ー7ー 小さな英雄たち
並んだランタンが淡く揺れ、掛け声や笑い声が重なって、祭りの広場は一層賑やかさを増している。
そんな中、ユームが衣装の裾を握りしめ、深呼吸をしてから少し名残惜しそうに言った。
「……あたし、そろそろ出番だから行かなきゃ」
「そうか」
ロイは姿勢を屈め、妹の目をまっすぐ見つめた。
「ユームならきっとうまくできる。頑張れよ」
「うん!」
力強くうなずいたユームは背筋を伸ばし、広場の奥へ駆けていった。
舞台裏へと消える小さな背を見送りながら、ロイの胸に温かな誇らしさが広がる。
「おう、お前さんたち!」
突然の声に振り向くと、焼き網の前にマリオンが立っていた。
マリオンはにかっと笑い、焼きとうもろこしを差し出す。
「昼間、畑仕事を手伝ってくれてありがとうな。熱いうちに食えよ」
「ありがとうございます!」
アンがぱっと受け取り、頬をほころばせる。
ロイたちも次々と手にし、表面の焦げ目から立ちのぼる香りに自然と顔がほころんだ。
かじった瞬間、熱さと甘み、香ばしさが口の中にじゅわりと広がり、思わず声が漏れた。
「……うまっ!」
ビットが目を丸くする。
ロイも笑いながらかじりつき、口をもぐもぐさせながら言った。
「こういう時のとうもろこしが一番うまいよな」
笑い合いながら、一行は歩き出した。
焼きとうもろこしの甘い余韻と、友達の笑い声。
そのすべてが、夢のように広場を心地よく包んでいた。
――
ロイ、レヴィ、ビット、アンは焼きとうもろこしを片手に、舞台の周りへと移動し、地面に腰を下ろした。

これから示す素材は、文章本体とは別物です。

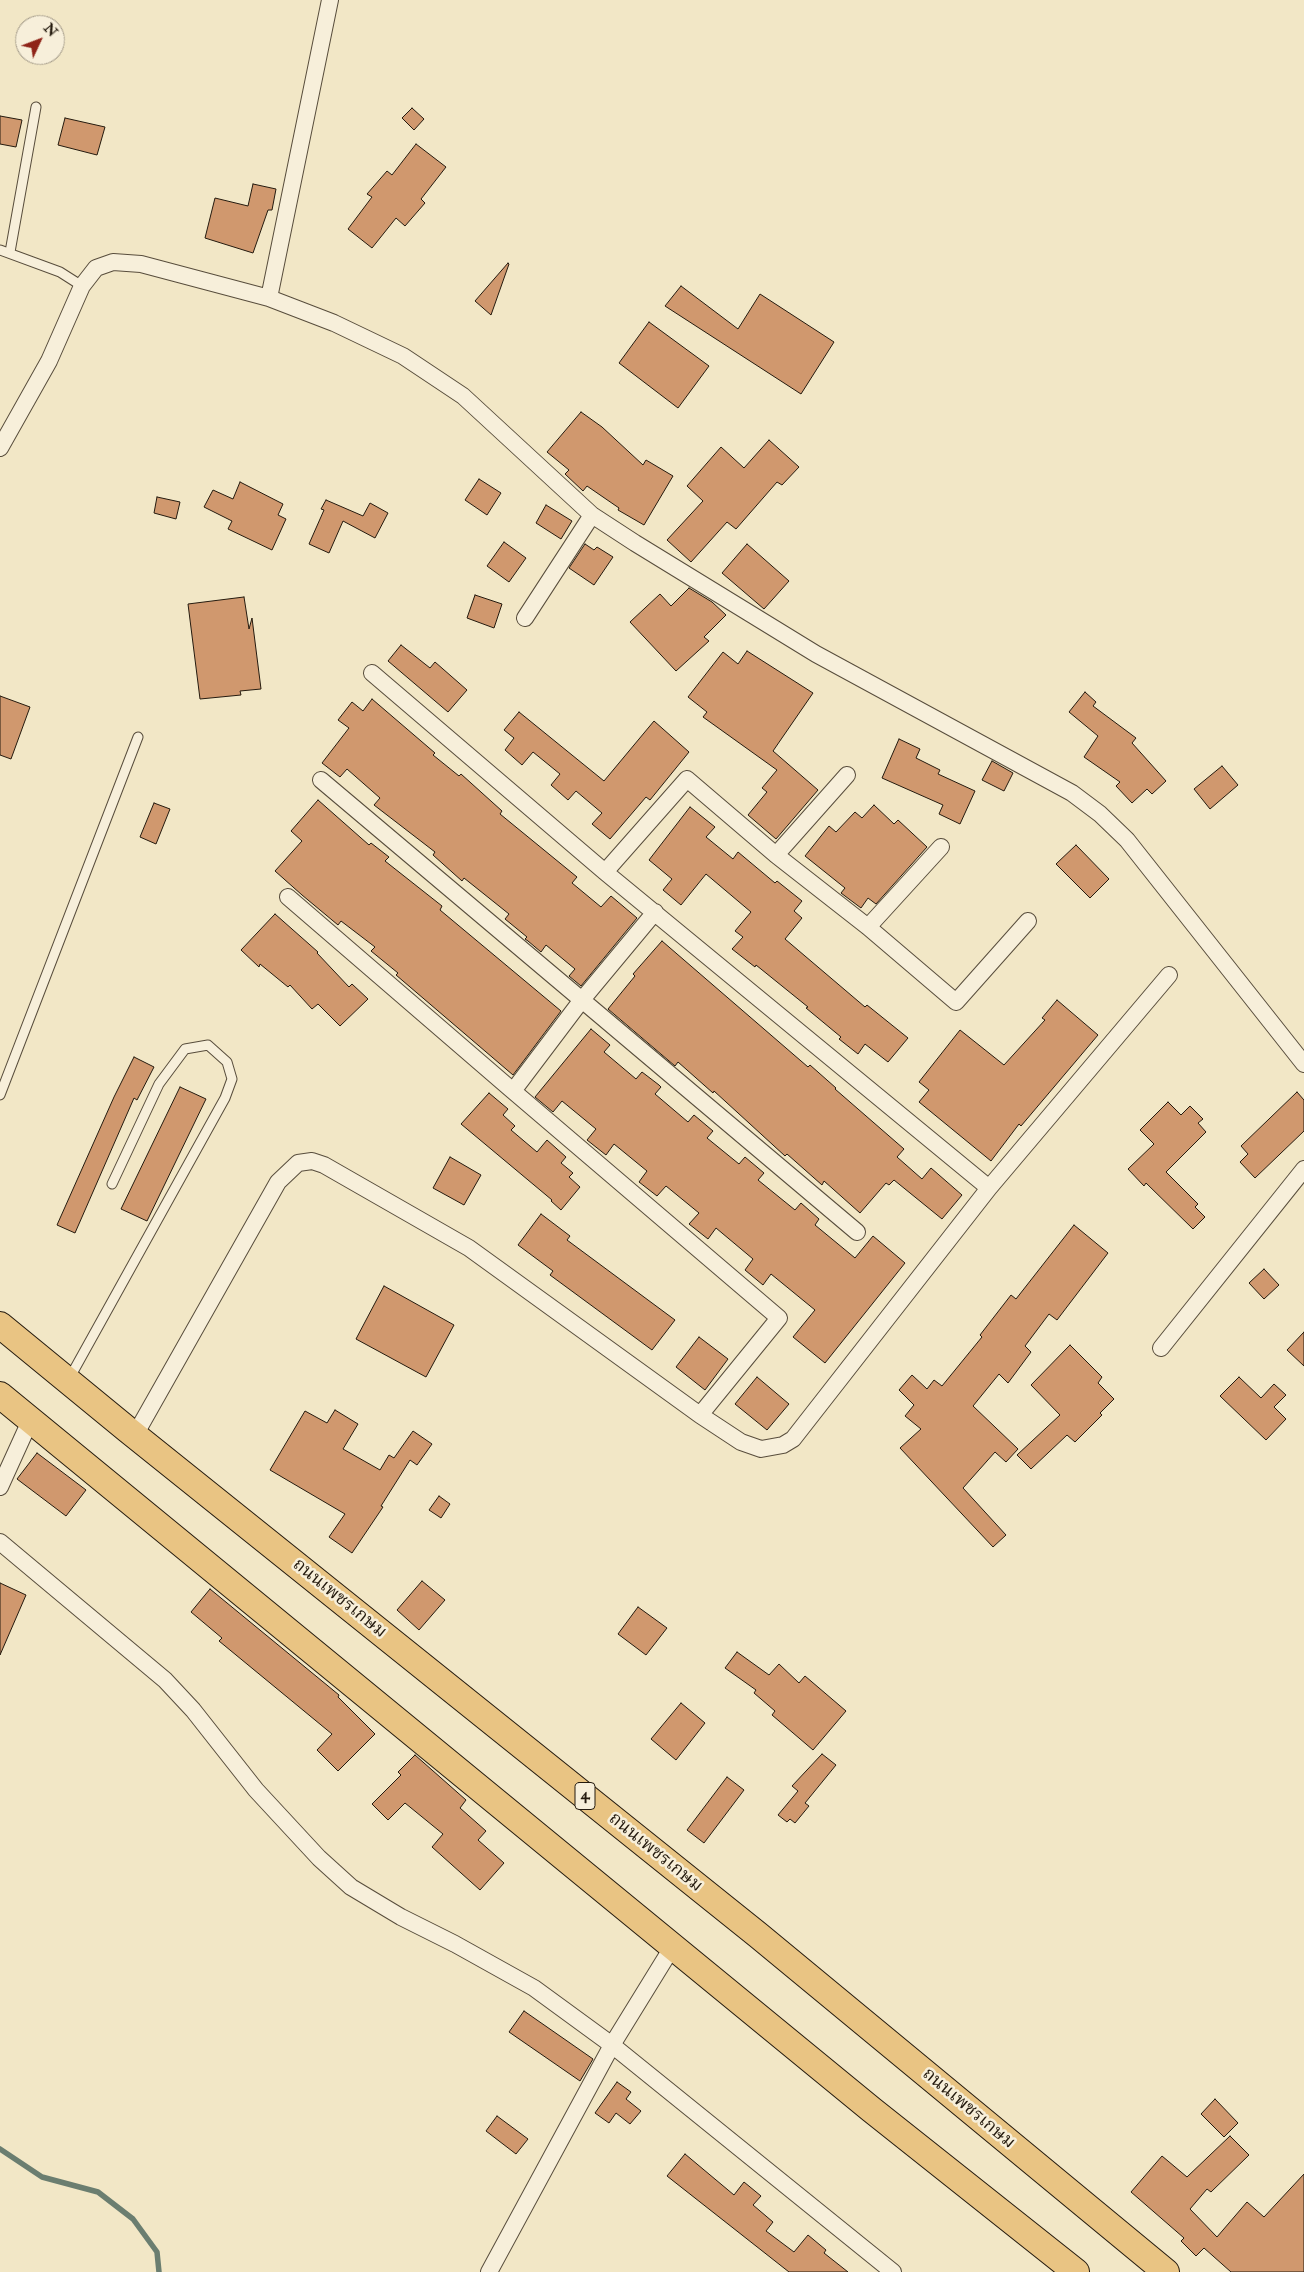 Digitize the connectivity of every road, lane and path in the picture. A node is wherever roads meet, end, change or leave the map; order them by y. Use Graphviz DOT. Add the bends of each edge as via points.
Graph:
graph roads {
  1 [pos="330,0"];
  2 [pos="36,107"];
  3 [pos="0,250"];
  4 [pos="10,252"];
  5 [pos="82,286"];
  6 [pos="269,298"];
  7 [pos="0,448"];
  8 [pos="592,515"];
  9 [pos="525,618"];
  10 [pos="372,673"];
  11 [pos="138,737"];
  12 [pos="847,775"];
  13 [pos="321,780"];
  14 [pos="940,847"];
  15 [pos="776,855"];
  16 [pos="605,872"];
  17 [pos="288,897"];
  18 [pos="655,912"];
  19 [pos="1028,921"];
  20 [pos="868,927"];
  21 [pos="1169,974"];
  22 [pos="582,1001"];
  23 [pos="1304,1064"];
  24 [pos="513,1091"];
  25 [pos="0,1095"];
  26 [pos="1304,1169"];
  27 [pos="112,1184"];
  28 [pos="990,1188"];
  29 [pos="857,1232"];
  30 [pos="0,1326"];
  31 [pos="1161,1348"];
  32 [pos="68,1381"];
  33 [pos="0,1395"];
  34 [pos="700,1415"];
  35 [pos="30,1421"];
  36 [pos="135,1435"];
  37 [pos="0,1487"];
  38 [pos="0,1542"];
  39 [pos="673,1946"];
  40 [pos="612,2046"];
  41 [pos="488,2272"];
  42 [pos="892,2272"];
  43 [pos="1076,2272"];
  44 [pos="1166,2272"];
  1 -- 6 [label="street"];
  2 -- 4 [label="lane"];
  3 -- 4 [label="lane"];
  4 -- 5 [label="lane" via="60,272"];
  5 -- 6 [label="street" via="96,268 113,262 141,264"];
  5 -- 7 [label="street" via="49,361"];
  6 -- 8 [label="street" via="334,323 403,356 463,396"];
  8 -- 9 [label="street"];
  8 -- 23 [label="street" via="816,654 1072,793 1100,814 1126,840"];
  10 -- 16 [label="street"];
  11 -- 25 [label="lane"];
  12 -- 15 [label="street"];
  13 -- 22 [label="street"];
  14 -- 20 [label="street"];
  15 -- 16 [label="street" via="687,779"];
  15 -- 20 [label="street"];
  16 -- 18 [label="street"];
  17 -- 24 [label="street"];
  18 -- 22 [label="street"];
  18 -- 28 [label="street"];
  19 -- 20 [label="street" via="956,1002"];
  21 -- 28 [label="street"];
  22 -- 24 [label="street"];
  22 -- 29 [label="street"];
  24 -- 34 [label="street" via="779,1318"];
  26 -- 31 [label="street"];
  27 -- 32 [label="lane" via="159,1084 185,1049 208,1045 226,1062 232,1079 226,1098"];
  28 -- 34 [label="street" via="793,1439 783,1445 761,1449 741,1442"];
  30 -- 32 [label="main road, ถนนเพชรเกษม / 4"];
  32 -- 36 [label="main road, ถนนเพชรเกษม / 4"];
  33 -- 35 [label="main road"];
  34 -- 36 [label="street" via="469,1248 312,1161 298,1163 278,1182"];
  35 -- 37 [label="street"];
  35 -- 39 [label="main road"];
  36 -- 44 [label="main road, ถนนเพชรเกษม / 4" via="758,1936"];
  38 -- 40 [label="street" via="165,1680 256,1790 319,1858 351,1887 534,1988"];
  39 -- 40 [label="street"];
  39 -- 43 [label="main road"];
  40 -- 41 [label="street"];
  40 -- 42 [label="street"];
} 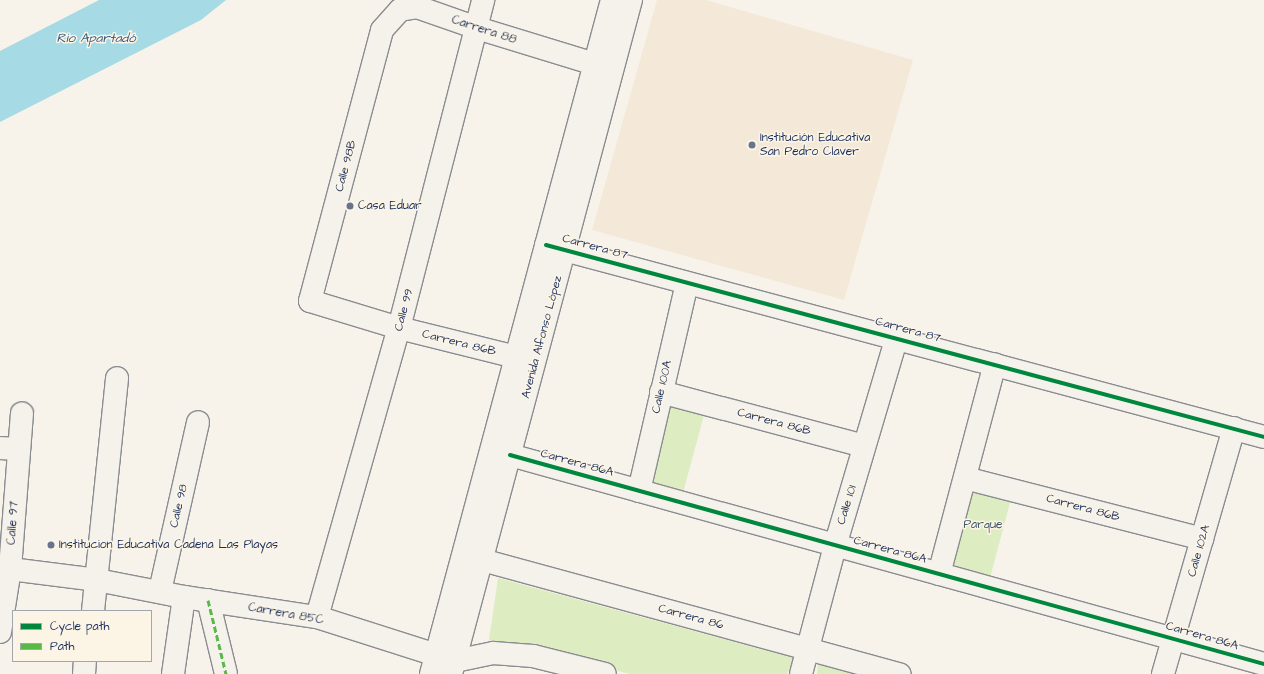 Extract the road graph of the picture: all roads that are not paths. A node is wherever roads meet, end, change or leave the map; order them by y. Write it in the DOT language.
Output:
graph roads {
  1 [pos="483,0"];
  2 [pos="612,0"];
  3 [pos="631,0"];
  4 [pos="477,28"];
  5 [pos="382,30"];
  6 [pos="595,64"];
  7 [pos="556,247"];
  8 [pos="686,283"];
  9 [pos="310,301"];
  10 [pos="399,328"];
  11 [pos="897,337"];
  12 [pos="516,358"];
  13 [pos="995,364"];
  14 [pos="117,378"];
  15 [pos="660,392"];
  16 [pos="22,413"];
  17 [pos="198,422"];
  18 [pos="1234,428"];
  19 [pos="1264,437"];
  20 [pos="864,446"];
  21 [pos="9,448"];
  22 [pos="510,455"];
  23 [pos="965,478"];
  24 [pos="639,491"];
  25 [pos="1202,539"];
  26 [pos="835,546"];
  27 [pos="482,560"];
  28 [pos="10,569"];
  29 [pos="939,574"];
  30 [pos="97,580"];
  31 [pos="160,591"];
  32 [pos="184,597"];
  33 [pos="208,600"];
  34 [pos="93,610"];
  35 [pos="317,617"];
  36 [pos="0,632"];
  37 [pos="1173,638"];
  38 [pos="807,648"];
  39 [pos="86,662"];
  40 [pos="1264,664"];
  41 [pos="443,666"];
  42 [pos="84,674"];
  43 [pos="173,674"];
  44 [pos="226,674"];
  45 [pos="605,674"];
  46 [pos="801,674"];
  47 [pos="900,674"];
  48 [pos="1163,674"];
  1 -- 4 [label="street, Calle 99"];
  2 -- 6 [label="street, Avenida Alfonso López"];
  3 -- 7 [label="street, Avenida Alfonso López"];
  4 -- 5 [label="street, Carrera 88"];
  4 -- 6 [label="street, Carrera 88"];
  4 -- 10 [label="street, Calle 99"];
  5 -- 9 [label="street, Calle 98B"];
  6 -- 7 [label="street, Avenida Alfonso López"];
  7 -- 8 [label="street, Carrera 87"];
  7 -- 12 [label="street, Avenida Alfonso López"];
  7 -- 22 [label="street, Avenida Alfonso López"];
  8 -- 11 [label="street, Carrera 87"];
  8 -- 15 [label="street, Calle 100A"];
  9 -- 10 [label="street, Carrera 86B"];
  10 -- 12 [label="street, Carrera 86B"];
  10 -- 35 [label="street, Calle 99"];
  11 -- 13 [label="street, Carrera 87"];
  11 -- 20 [label="street, Calle 101"];
  12 -- 41 [label="street, Avenida Alfonso López"];
  13 -- 18 [label="street, Carrera 87"];
  13 -- 23 [label="street"];
  14 -- 30 [label="street"];
  15 -- 20 [label="street, Carrera 86B"];
  15 -- 24 [label="street, Calle 100A"];
  16 -- 21 [label="street, Calle 97"];
  17 -- 31 [label="street, Calle 98"];
  18 -- 19 [label="street, Carrera 87"];
  18 -- 25 [label="street, Calle 102A"];
  20 -- 26 [label="street, Calle 101"];
  21 -- 28 [label="street, Calle 97"];
  22 -- 24 [label="street, Carrera 86A"];
  22 -- 27 [label="street, Avenida Alfonso López"];
  23 -- 25 [label="street, Carrera 86B"];
  23 -- 29 [label="street"];
  24 -- 26 [label="street, Carrera 86A"];
  25 -- 37 [label="street, Calle 102A"];
  26 -- 29 [label="street, Carrera 86A"];
  26 -- 38 [label="street, Calle 101"];
  27 -- 38 [label="street, Carrera 86"];
  27 -- 41 [label="street, Avenida Alfonso López"];
  28 -- 30 [label="street, Carrera 85C"];
  28 -- 36 [label="street, Calle 97"];
  29 -- 37 [label="street, Carrera 86A"];
  30 -- 31 [label="street, Carrera 85C"];
  30 -- 34 [label="street"];
  31 -- 32 [label="street, Carrera 85C"];
  32 -- 33 [label="street, Carrera 85C"];
  32 -- 43 [label="street"];
  33 -- 35 [label="street, Carrera 85C"];
  33 -- 44 [label="street"];
  35 -- 41 [label="street, Carrera 85C"];
  37 -- 40 [label="street, Carrera 86A"];
  37 -- 48 [label="street, Calle 102A"];
  38 -- 46 [label="street, Calle 101"];
  38 -- 47 [label="street, Carrera 86"];
  39 -- 42 [label="street"];
  41 -- 45 [label="street"];
} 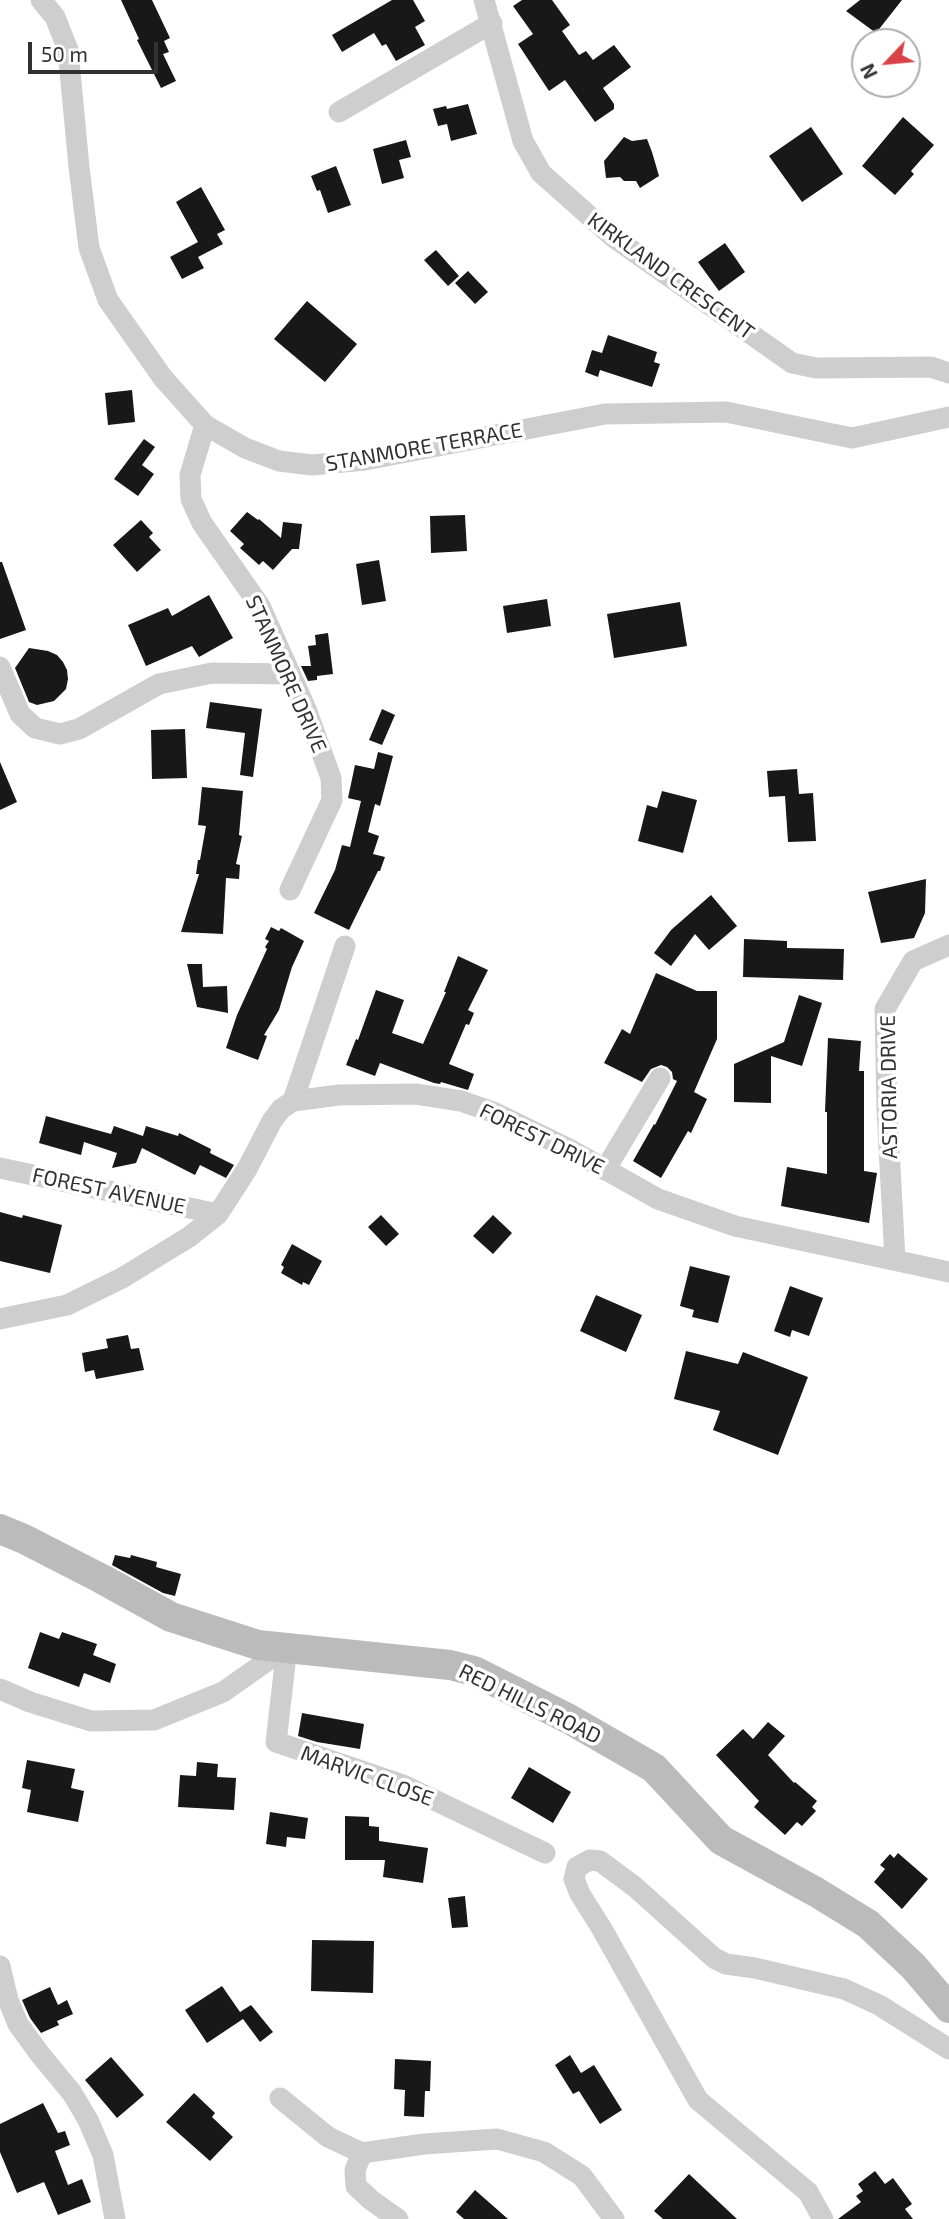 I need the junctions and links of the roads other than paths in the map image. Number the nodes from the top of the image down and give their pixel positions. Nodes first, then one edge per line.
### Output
1 (41, 0) edge
2 (484, 0) edge
3 (492, 23) junction
4 (339, 111) dead end
5 (949, 373) edge
6 (949, 417) edge
7 (205, 425) junction
8 (0, 667) edge
9 (290, 674) junction
10 (290, 890) dead end
11 (949, 945) edge
12 (345, 946) dead end
13 (660, 1078) dead end
14 (293, 1101) junction
15 (0, 1168) edge
16 (605, 1170) junction
17 (218, 1214) junction
18 (895, 1260) junction
19 (949, 1272) edge
20 (0, 1319) edge
21 (0, 1529) edge
22 (287, 1647) junction
23 (0, 1689) edge
24 (545, 1853) dead end
25 (0, 1966) edge
26 (949, 2008) edge
27 (949, 2049) edge
28 (280, 2098) dead end
29 (362, 2153) junction
30 (115, 2219) edge
31 (398, 2219) edge
32 (614, 2219) edge
33 (823, 2219) edge

1 - 7 street, STANMORE TERRACE
2 - 3 street, KIRKLAND CRESCENT
3 - 4 street
3 - 5 street, KIRKLAND CRESCENT
6 - 7 street, STANMORE TERRACE
7 - 9 street, STANMORE DRIVE
8 - 9 street
9 - 10 street, STANMORE DRIVE
11 - 18 street, ASTORIA DRIVE
12 - 14 street
13 - 16 street
14 - 16 street, FOREST DRIVE
14 - 17 street
15 - 17 street, FOREST AVENUE
16 - 18 street, FOREST DRIVE
17 - 20 street
18 - 19 street, FOREST DRIVE
21 - 22 main road, RED HILLS ROAD
22 - 23 street
22 - 24 street, MARVIC CLOSE
22 - 26 main road, RED HILLS ROAD
25 - 30 street
27 - 33 street
28 - 29 street
29 - 31 street
29 - 32 street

花の香りが夜風に混じり、観客のざわめきと一緒に広場を満たしていく。
やがて舞台の明かりが強まり、ざわめきが少しずつ静まる。寸劇の幕が上がったのだ。
「わー、みんな上手にやってるな」
ロイは目を細め、舞台で寸劇を演じる子どもたちを眺める。
妹のユームも一生懸命に台詞を口にし、間違えそうになりながらも笑顔を崩さずに舞台を走り回る。
舞台では、オルセリア神話の簡略劇が始まっていた。
「昔々、この世界に現れた怪物が、人々を苦しめていたんだ!」
子どもたちの一人が大げさに手を振ると、怪物役の子は身をよじってうなり声を上げる。
「そこで神様は特別な力を持つ武器を作り、勇敢な女の子――オルセリアに授けたのです!」
ユームも小さな剣を構える真似をして舞台を駆け回る。
「オルセリアは光る剣を手に、怪物に立ち向かいました!」
「怪物を倒せー!」
子どもたちは身振り手振りで戦いの様子を表現し、観客から自然と笑い声と拍手が湧き起こった。中には子どもを抱えた母親が「がんばれー!」と声をかけ、老人たちも手を叩きながら微笑んでいる。
その様子を眺めながら、ビットが小声でつぶやいた。
「こんなの、ただのおとぎ話じゃん。毎年やってよく飽きないなあ」
アンはすかさず突っ込む。
「あんた、昔劇の役割分担を決めるとき、英雄役やりたくて泣いて駄々をこねたじゃない!」
「そ、そんなのガキの頃の話だし……!」
ビットは慌てて弁解しながら後ろを向く。
「今でもガキでしょ」
アンの容赦ない一言に、村人たちは思わず笑い、広場は和やかな雰囲気に包まれた。
レヴィは小さく微笑み、視線を舞台へ戻した。ロイは思わず吹き出しそうになり、ビットは照れ隠しに後頭部をかいた。
その笑い声は、夜空へと吸い込まれるように響いていった。